Political scientists and mathematicians have developed methods for determining how significant these gerrymanders are in particular states — by looking at measures such as “efficiency gaps” and “wasted votes.” These experts have determined that in at least six states (Maryland, North Carolina, Ohio, Pennsylvania, Virginia and Wisconsin) gerrymandering is so extreme that the minority party has virtually no chance of increasing its share of seats in the state legislature or the U.S. House regardless of how many voters support that party statewide.

For example, in Ohio, the statewide vote for Congress in the last election was about 50-50. Yet thanks for clever line drawing, Republicans ended up outnumbering Democrats in that state’s Congressional delegation by 12 to 4.

Despite these imbalances, the Supreme Court has not found this process to be in violation of any constitutional principle. At least not yet. But now attention is turning to a fundamental First Amendment freedom: the freedom of association.

The First Amendment has been long interpreted to protect a citizen’s right to freely associate with whomever he or she wishes without fear of harm or disadvantage. Any efforts by any level of government to interfere with this fundamental freedom would be deemed an unconstitutional violation of that citizen’s individual liberty.

In October 2017, oral arguments were made in a case that challenges Wisconsin’s district map. In this case, Gill v. Whitford, the Democratic plaintiffs argue that, in its line-drawing, the Republican legislature has deprived Democrats of this fundamental freedom. The argument is that the Wisconsin redistricting schemes categorized voters on the basis of their political affiliation and placed Democrats in districts that diminished the power of their votes.

Court watchers know that Justice Anthony M. Kennedy is particularly interested in the protection of First Amendment freedoms. In his concurring opinion in the 2004 Vieth v. Jubelirer redistricting case, Kennedy signaled this concern when he wrote: “The First Amendment may be the more relevant constitutional provision in future cases that allege unconstitutional partisan gerrymandering. After all, these allegations involve the First Amendment interest of not burdening or penalizing citizens because of their participation in the electoral process, their voting history, their association with a political party, or their expression of political views.”

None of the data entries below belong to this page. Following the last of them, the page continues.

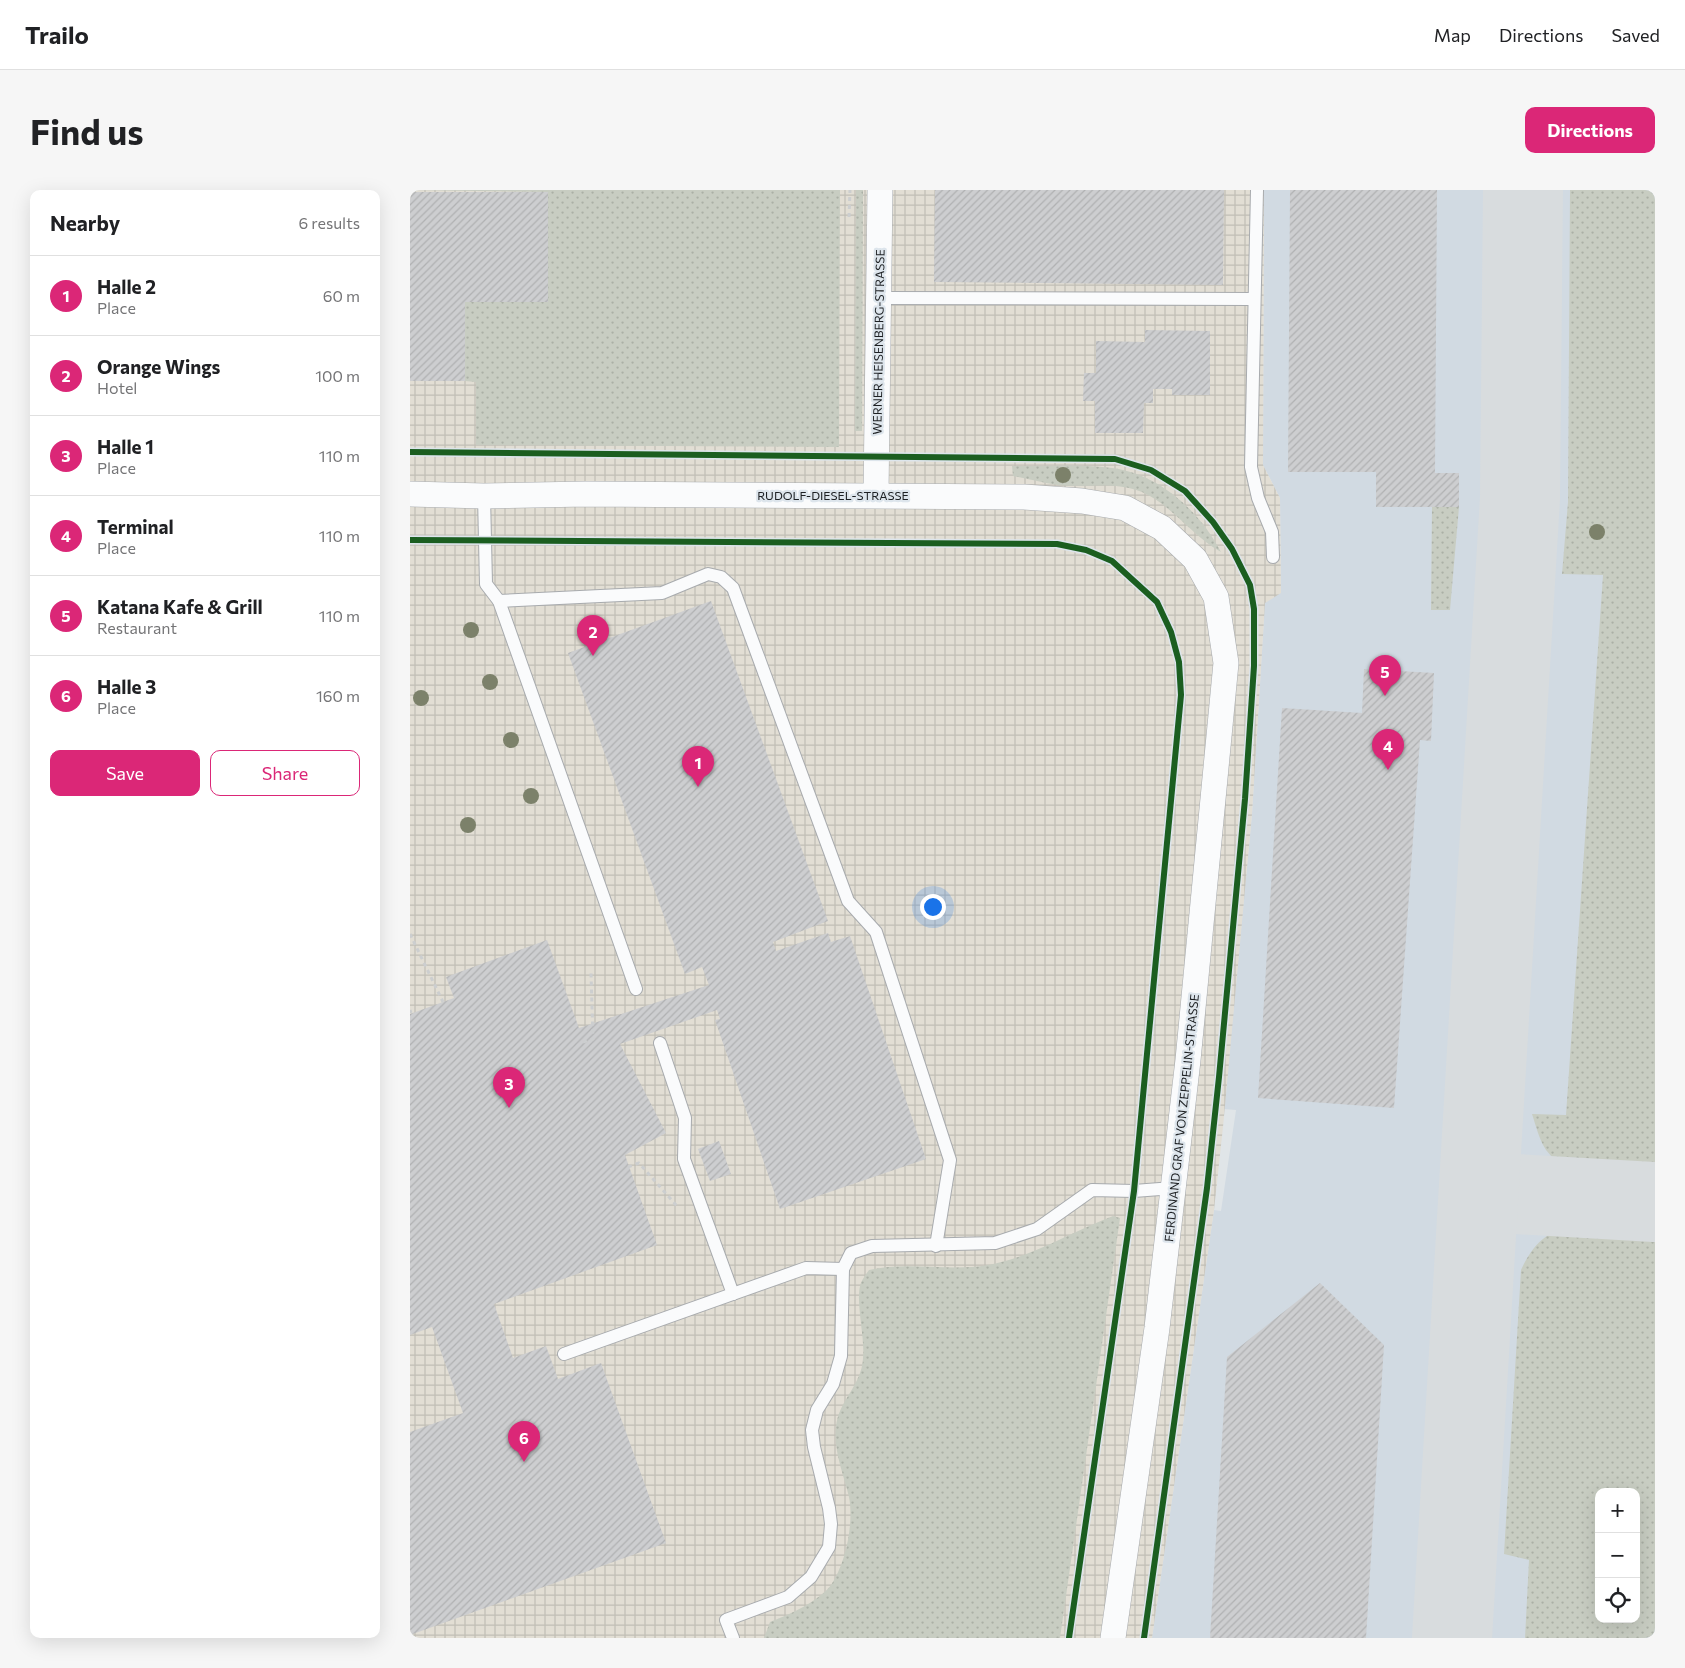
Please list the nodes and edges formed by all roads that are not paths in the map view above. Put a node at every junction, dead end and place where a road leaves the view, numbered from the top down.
1 (880, 190) edge
2 (1257, 190) edge
3 (879, 298) junction
4 (1253, 299) junction
5 (410, 494) edge
6 (876, 494) junction
7 (484, 496) junction
8 (1273, 557) dead end
9 (1216, 597) joint
10 (499, 601) junction
11 (636, 989) dead end
12 (660, 1043) dead end
13 (1173, 1188) junction
14 (936, 1246) junction
15 (843, 1269) junction
16 (733, 1294) junction
17 (564, 1354) dead end
18 (732, 1638) edge
19 (1113, 1638) edge

1 - 3 street, WERNER HEISENBERG-STRASSE
2 - 4 lane
3 - 4 lane
3 - 6 street, WERNER HEISENBERG-STRASSE
4 - 8 lane
5 - 7 street, RUDOLF-DIESEL-STRASSE
6 - 7 street, RUDOLF-DIESEL-STRASSE
6 - 9 street, RUDOLF-DIESEL-STRASSE
7 - 10 lane
9 - 13 street, FERDINAND GRAF VON ZEPPELIN-STRASSE
10 - 11 lane
10 - 14 lane
12 - 16 lane
13 - 14 lane
13 - 19 street, FERDINAND GRAF VON ZEPPELIN-STRASSE
14 - 15 lane
15 - 16 lane
15 - 18 lane
16 - 17 lane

Given Kennedy’s statements, the plaintiffs’ attorneys in the Gill case have offered Kennedy the opportunity to join the four liberals on the Court in overturning Wisconsin’s map on the grounds that it deprives that state’s Democrats of their right to freedom of association. In the initial complaint in Gill v. Whitford, the plaintiffs argue: “Democratic voters in the state of Wisconsin have a First Amendment right to freely associate with each other without discrimination by the State based on that association; to participate in the political process and vote in favor of Democratic candidates without discrimination by the State because of the way they vote; and to express their political views without discrimination by the State because of the expression of those views or the content of their expression.”

The argument follows then, that district maps that pack or crack Democrats based on their political association punish them for that association and thus are unconstitutional.

Should this First Amendment argument persuade Justice Kennedy, leading him to join the liberal four in overturning Wisconsin’s map on First Amendment grounds, that would mark the first time the Supreme Court has ruled that a partisan gerrymander is unconstitutional.

The political consequences of such a decision would be significant. Republican-drawn maps in Wisconsin, North Carolina, Ohio and Virginia could be overturned, as could the Democratic map in Maryland. The redrawn maps would produce a significant redistribution of political power, possibly as soon as the 2018 midterms and certainly in time for the 2020 elections and the redistricting battles that will follow the 2020 census.

And this would occur because one justice, the swing justice, would see that the First Amendment’s guarantee of free association supersedes the political parties’ hunger for power.